Tabalus the Persian ,Τάβαλος, was the first Persian satrap of Sardis. Cyrus the Great of Persia put him in place after conquering Lydia and annexing it into the Persian Empire in 546 BC. Herodotus mentions him in his histories (Hdt 1. 153-4):

Presently, entrusting Sardis to a Persian called Tabalus, and charging Pactyes, a Lydian, to take charge of the gold of Croesus and the Lydians, he (Cyrus the Great) himself marched away to Agbatana, taking with him Croesus, and at first making no account of the Ionians.

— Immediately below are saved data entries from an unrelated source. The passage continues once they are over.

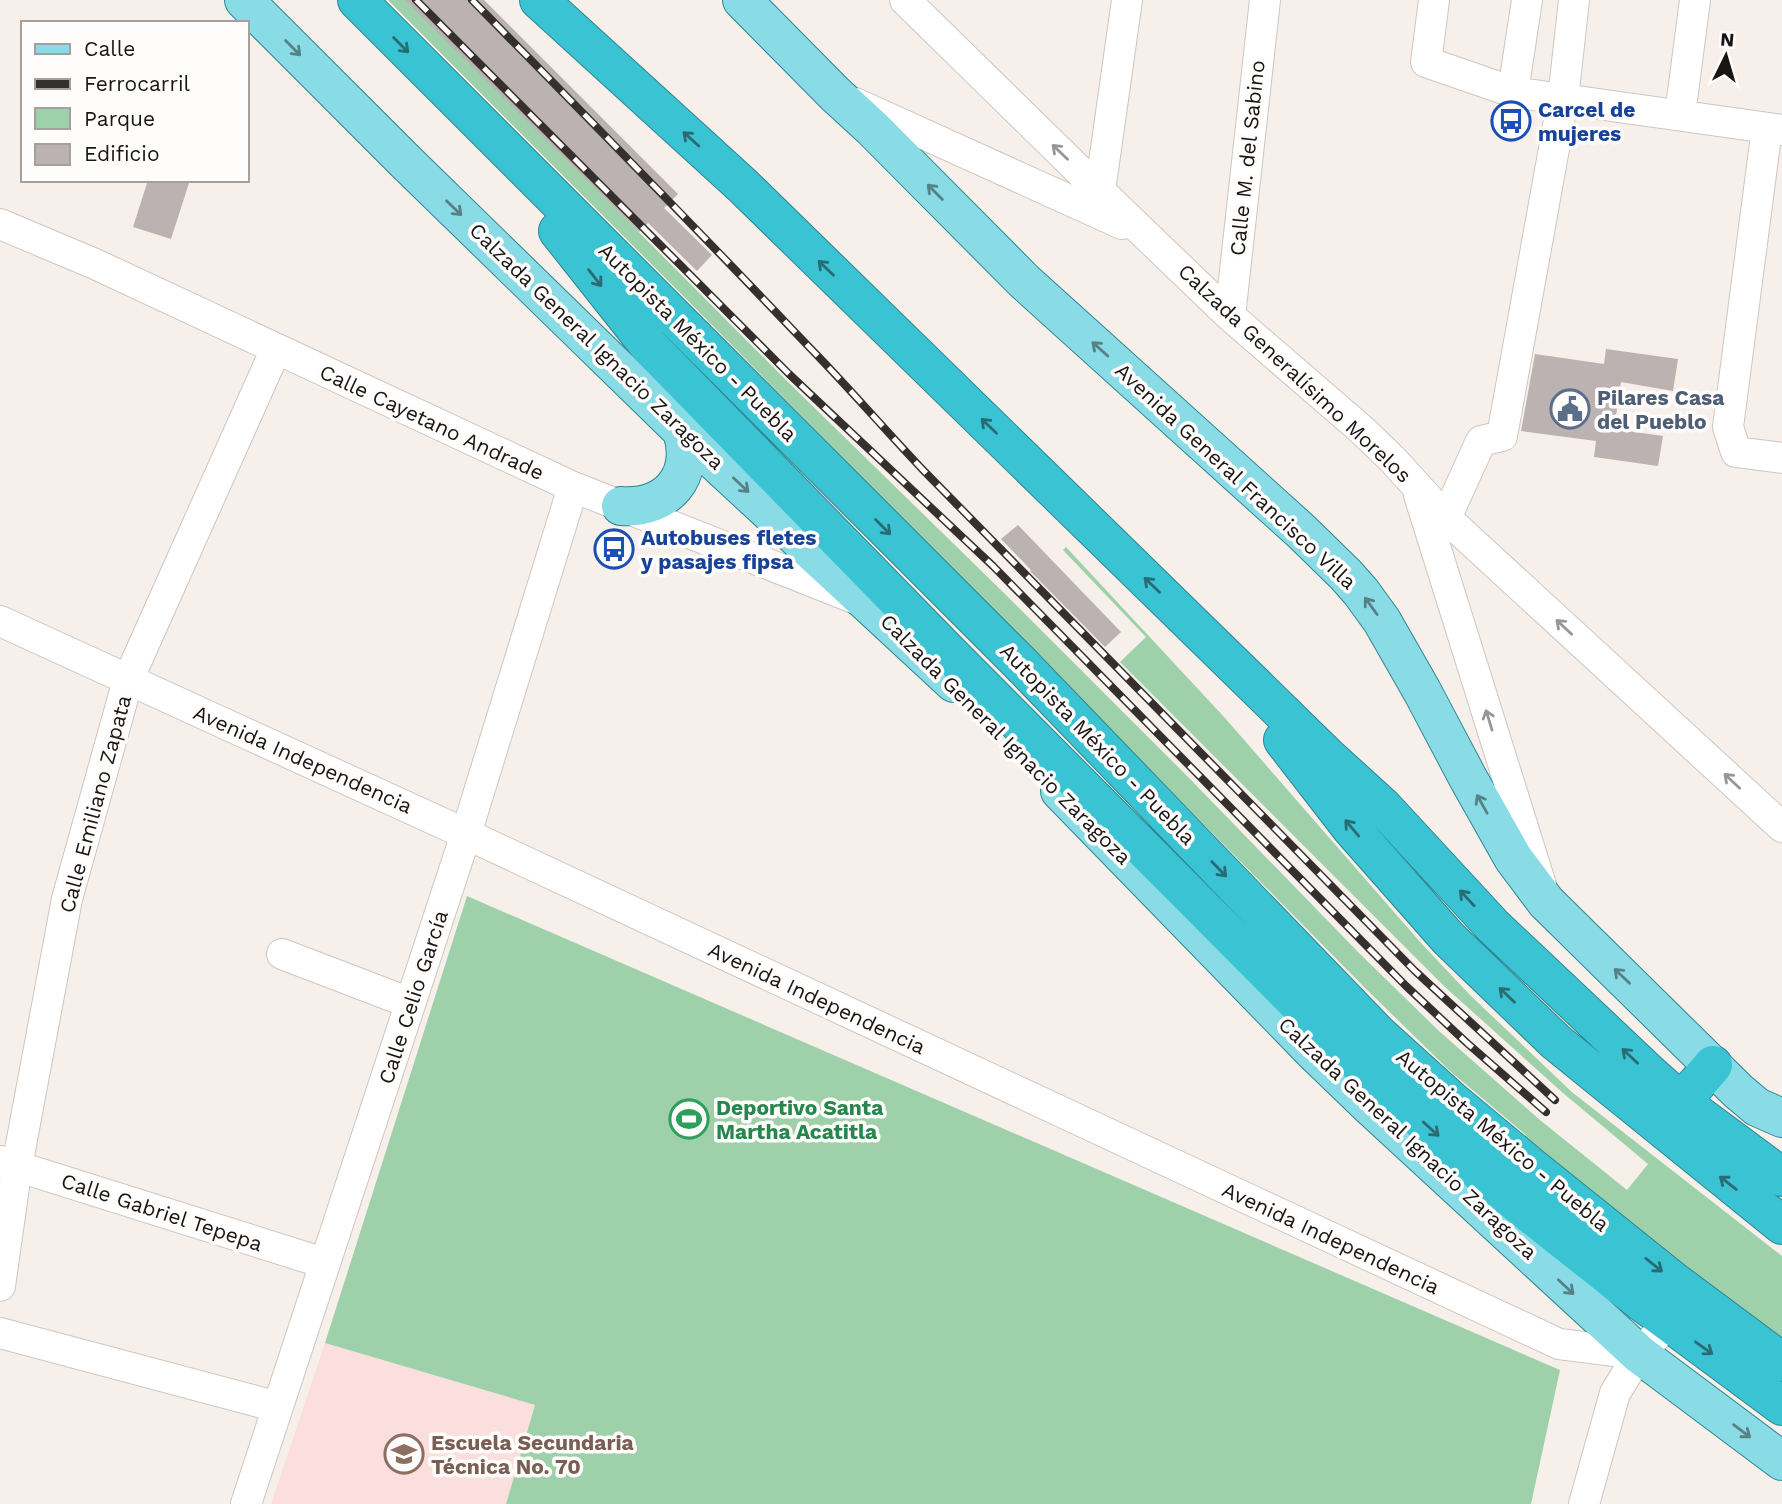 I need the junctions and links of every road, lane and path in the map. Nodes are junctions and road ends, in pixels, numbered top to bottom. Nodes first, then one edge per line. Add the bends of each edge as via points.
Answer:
1 (244, 0) edge
2 (357, 0) edge
3 (539, 0) edge
4 (742, 0) edge
5 (905, 0) edge
6 (921, 0) edge
7 (1127, 0) edge
8 (1265, 0) edge
9 (1434, 0) edge
10 (1527, 0) edge
11 (1574, 0) edge
12 (1695, 0) edge
13 (934, 29) junction
14 (446, 90) junction
15 (1513, 92) junction
16 (835, 94) junction
17 (1563, 99) junction
18 (1680, 115) junction
19 (1774, 129) edge
20 (1100, 191) junction
21 (0, 224) edge
22 (1145, 234) junction
23 (1230, 316) junction
24 (276, 349) junction
25 (682, 431) junction
26 (1782, 458) edge
27 (1416, 484) junction
28 (573, 487) junction
29 (621, 506) junction
30 (1446, 518) junction
31 (871, 605) junction
32 (0, 621) edge
33 (1201, 633) junction
34 (947, 651) junction
35 (128, 680) junction
36 (1782, 827) edge
37 (466, 834) junction
38 (1546, 902) junction
39 (282, 954) dead end
40 (410, 1003) junction
41 (1713, 1065) junction
42 (1681, 1102) junction
43 (1782, 1118) edge
44 (9, 1163) edge
45 (1782, 1177) edge
46 (1782, 1225) edge
47 (324, 1263) junction
48 (0, 1286) edge
49 (1669, 1322) junction
50 (0, 1333) edge
51 (1639, 1354) junction
52 (1782, 1362) edge
53 (278, 1406) junction
54 (1782, 1406) edge
55 (1782, 1461) edge
56 (246, 1504) edge
57 (1584, 1504) edge

1 -> 25 main road, Calzada General Ignacio Zaragoza
2 -> 14 highway
33 -> 3 highway via 742,185
4 - 16 main road, Avenida General Francisco Villa
5 - 13 street, Calzada Generalísimo Morelos
6 - 13 street
7 - 20 street
8 - 23 street, Calle M. del Sabino
9 - 15 street via 1426,62
10 - 15 street
11 - 17 street
12 - 18 street
20 -> 13 street, Calzada Generalísimo Morelos
14 -> 34 highway via 649,346
14 -> 52 highway, Autopista México - Puebla via 1018,661 1377,1033 1529,1165
15 - 17 street
16 - 22 street
38 -> 16 main road, Avenida General Francisco Villa via 1513,859 1422,691 1361,592 1302,532 1024,281
17 - 18 street
17 - 30 street via 1502,436 1481,441
18 - 19 street
19 - 26 street via 1728,427 1737,452
20 - 22 street, Calzada Generalísimo Morelos
21 - 24 street, Calle Cayetano Andrade
22 - 23 street, Calzada Generalísimo Morelos
23 - 27 street, Calzada Generalísimo Morelos via 1363,430
24 - 28 street, Calle Cayetano Andrade
24 - 35 street, Calle Emiliano Zapata
25 - 29 main road via 685,467 673,489 650,504
25 -> 31 main road, Calzada General Ignacio Zaragoza
27 - 30 street, Calzada Generalísimo Morelos
38 -> 27 street
28 - 29 street, Calle Cayetano Andrade
28 - 37 street, Calle Celio García
29 - 31 street, Calle Cayetano Andrade
36 -> 30 street, Calzada Generalísimo Morelos
31 - 34 highway
31 -> 51 main road, Calzada General Ignacio Zaragoza via 962,691 1312,1051
32 - 35 street, Avenida Independencia
42 -> 33 highway via 1493,926 1383,807
46 -> 33 highway via 1556,1042 1448,938 1351,828
34 -> 49 highway, Calzada General Ignacio Zaragoza via 1350,1056 1480,1173
35 - 37 street, Avenida Independencia
35 - 44 street, Calle Emiliano Zapata via 68,899
37 - 40 street, Calle Celio García
37 - 51 street, Avenida Independencia via 1559,1345
41 -> 38 main road, Avenida General Francisco Villa
39 - 40 street
40 - 47 street, Calle Celio García
41 - 42 highway
41 - 43 main road, Avenida General Francisco Villa via 1757,1107
42 - 45 highway
44 - 47 street, Calle Gabriel Tepepa
44 - 48 street, Calle Emiliano Zapata
47 - 53 street, Calle Celio García
49 - 51 street
49 -> 54 highway, Calzada General Ignacio Zaragoza
50 - 53 street
51 -> 55 main road, Calzada General Ignacio Zaragoza
51 - 57 street via 1615,1393
53 - 56 street, Calle Celio García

For he had Babylon on his hands and the Bactrian nation and the Sacae and Egyptians; he was minded to lead an army himself against these and to send another commander against the Ionians.
— Herodotus 1.153

This was the same Tabalus whom Pactyes the Lydian trapped in the acropolis when he revolted and marched upon Sardis later that year:

But no sooner had Cyrus marched away from Sardis than Pactyes made the Lydians to revolt from Tabalus and Cyrus; and he went down to the sea, where, as he had all the gold of Sardis, he hired soldiers and persuaded the men of the coast to join his army. Then marching to Sardis he penned Tabalus in the citadel and besieged him there.